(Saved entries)
/---

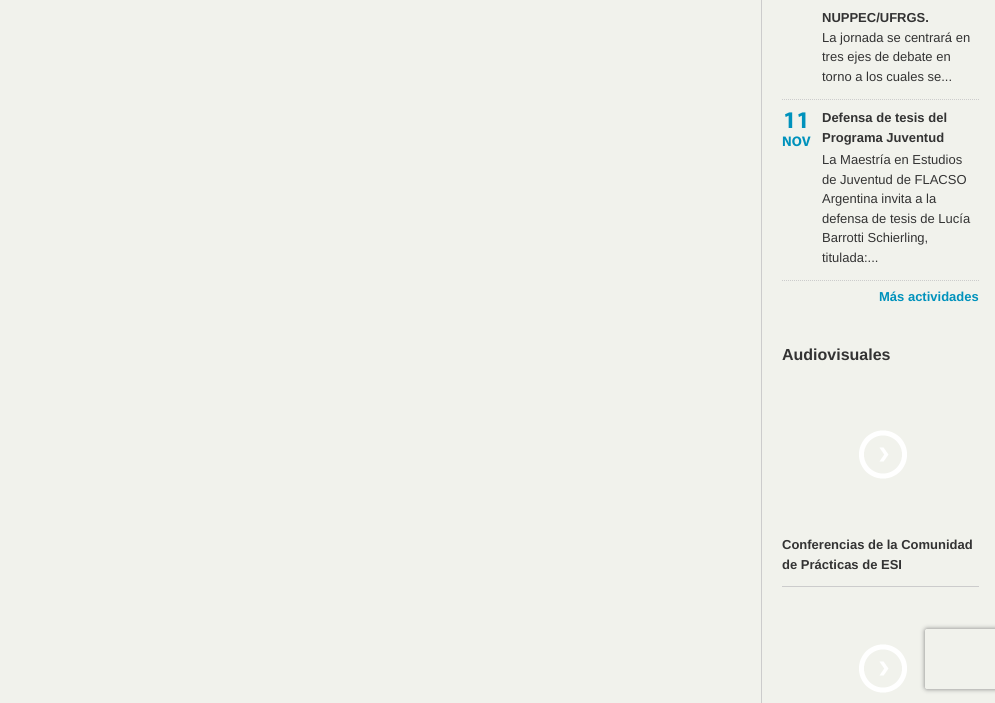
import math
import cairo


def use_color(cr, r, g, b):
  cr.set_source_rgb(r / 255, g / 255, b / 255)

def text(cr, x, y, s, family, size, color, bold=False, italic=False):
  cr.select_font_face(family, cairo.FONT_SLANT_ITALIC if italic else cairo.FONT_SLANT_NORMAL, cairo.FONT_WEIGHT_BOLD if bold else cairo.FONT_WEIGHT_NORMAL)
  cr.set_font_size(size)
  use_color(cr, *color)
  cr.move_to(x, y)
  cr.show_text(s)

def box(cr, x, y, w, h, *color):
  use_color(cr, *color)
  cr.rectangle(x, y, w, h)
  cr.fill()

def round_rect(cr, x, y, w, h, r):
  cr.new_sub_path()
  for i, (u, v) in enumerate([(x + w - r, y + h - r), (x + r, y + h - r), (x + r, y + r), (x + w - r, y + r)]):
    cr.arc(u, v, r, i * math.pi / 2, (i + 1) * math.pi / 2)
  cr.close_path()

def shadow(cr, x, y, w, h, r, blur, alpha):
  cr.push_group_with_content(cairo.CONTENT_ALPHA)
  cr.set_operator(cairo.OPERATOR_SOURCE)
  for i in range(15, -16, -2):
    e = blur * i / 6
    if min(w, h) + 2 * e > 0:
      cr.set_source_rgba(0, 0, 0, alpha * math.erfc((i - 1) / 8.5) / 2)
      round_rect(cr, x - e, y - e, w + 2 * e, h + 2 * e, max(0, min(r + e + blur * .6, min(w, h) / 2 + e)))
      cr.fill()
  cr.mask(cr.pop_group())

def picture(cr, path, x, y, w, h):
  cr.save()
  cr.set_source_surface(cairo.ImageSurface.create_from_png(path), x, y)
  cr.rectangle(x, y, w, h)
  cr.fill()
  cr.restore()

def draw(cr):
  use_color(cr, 241, 242, 236)
  cr.paint()
  box(cr, 761, 0, 1, 703, 204, 204, 204)
  cr.new_path()
  cr.move_to(782, 99.5)
  cr.line_to(979, 99.5)
  cr.set_line_width(1)
  cr.set_dash([1, 1])
  cr.stroke()
  cr.new_path()
  cr.move_to(782, 280.5)
  cr.line_to(979, 280.5)
  cr.stroke()
  box(cr, 782, 586, 197, 1, 204, 204, 204)
  picture(cr, "img_01.png", 859, 430, 48, 49)
  picture(cr, "img_01.png", 859, 644, 48, 49)
  cr.save()
  cr.set_fill_rule(cairo.FILL_RULE_EVEN_ODD)
  cr.new_path()
  cr.move_to(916, 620)
  cr.line_to(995, 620)
  cr.line_to(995, 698)
  cr.line_to(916, 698)
  cr.close_path()
  cr.move_to(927, 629)
  cr.line_to(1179, 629)
  cr.curve_to(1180, 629, 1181, 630, 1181, 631)
  cr.line_to(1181, 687)
  cr.curve_to(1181, 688, 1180, 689, 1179, 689)
  cr.line_to(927, 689)
  cr.curve_to(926, 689, 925, 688, 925, 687)
  cr.line_to(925, 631)
  cr.curve_to(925, 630, 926, 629, 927, 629)
  cr.close_path()
  cr.clip()
  use_color(cr, 128, 128, 128)
  shadow(cr, 925, 629, 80, 60, 2, 2.5, 1)
  cr.restore()
  text(cr, 822, 22, "NUPPEC/UFRGS.", "Liberation Sans", 13, (51, 51, 51), bold=True)
  text(cr, 822, 42, "La jornada se centrará en", "Liberation Sans", 13, (51, 51, 51))
  text(cr, 822, 61, "tres ejes de debate en", "Liberation Sans", 13, (51, 51, 51))
  text(cr, 822, 81, "torno a los cuales se...", "Liberation Sans", 13, (51, 51, 51))
  text(cr, 783, 128, "11", "myriad", 24, (0, 146, 188), bold=True)
  text(cr, 782, 146, "NOV", "myriad", 14, (0, 146, 188), bold=True)
  text(cr, 822, 122, "Defensa de tesis del", "Liberation Sans", 13, (51, 51, 51), bold=True)
  text(cr, 822, 142, "Programa Juventud", "Liberation Sans", 13, (51, 51, 51), bold=True)
  text(cr, 822, 164, "La Maestría en Estudios", "Liberation Sans", 13, (51, 51, 51))
  text(cr, 822, 184, "de Juventud de FLACSO", "Liberation Sans", 13, (51, 51, 51))
  text(cr, 822, 203, "Argentina invita a la", "Liberation Sans", 13, (51, 51, 51))
  text(cr, 822, 223, "defensa de tesis de Lucía", "Liberation Sans", 13, (51, 51, 51))
  text(cr, 822, 242, "Barrotti Schierling,", "Liberation Sans", 13, (51, 51, 51))
  text(cr, 822, 262, "titulada:...", "Liberation Sans", 13, (51, 51, 51))
  text(cr, 879, 301, "Más actividades", "Liberation Sans", 13, (0, 146, 188), bold=True)
  text(cr, 782, 360, "Audiovisuales", "Liberation Sans", 16, (51, 51, 51), bold=True)
  text(cr, 782, 549, "Conferencias de la Comunidad", "Liberation Sans", 13, (51, 51, 51), bold=True)
  text(cr, 782, 569, "de Prácticas de ESI", "Liberation Sans", 13, (51, 51, 51), bold=True)


surface = cairo.ImageSurface(cairo.FORMAT_RGB24, 995, 703)
cr = cairo.Context(surface)
options = cairo.FontOptions()
options.set_hint_metrics(cairo.HINT_METRICS_OFF)
options.set_hint_style(cairo.HINT_STYLE_NONE)
cr.set_font_options(options)
cr.set_miter_limit(4)
draw(cr)
surface.write_to_png("out.png")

\---

Task prompt :: Find the word "italic" in the records, and report each line that has it.

Exercise result ::
def text(cr, x, y, s, family, size, color, bold=False, italic=False):
  cr.select_font_face(family, cairo.FONT_SLANT_ITALIC if italic else cairo.FONT_SLANT_NORMAL, cairo.FONT_WEIGHT_BOLD if bold else cairo.FONT_WEIGHT_NORMAL)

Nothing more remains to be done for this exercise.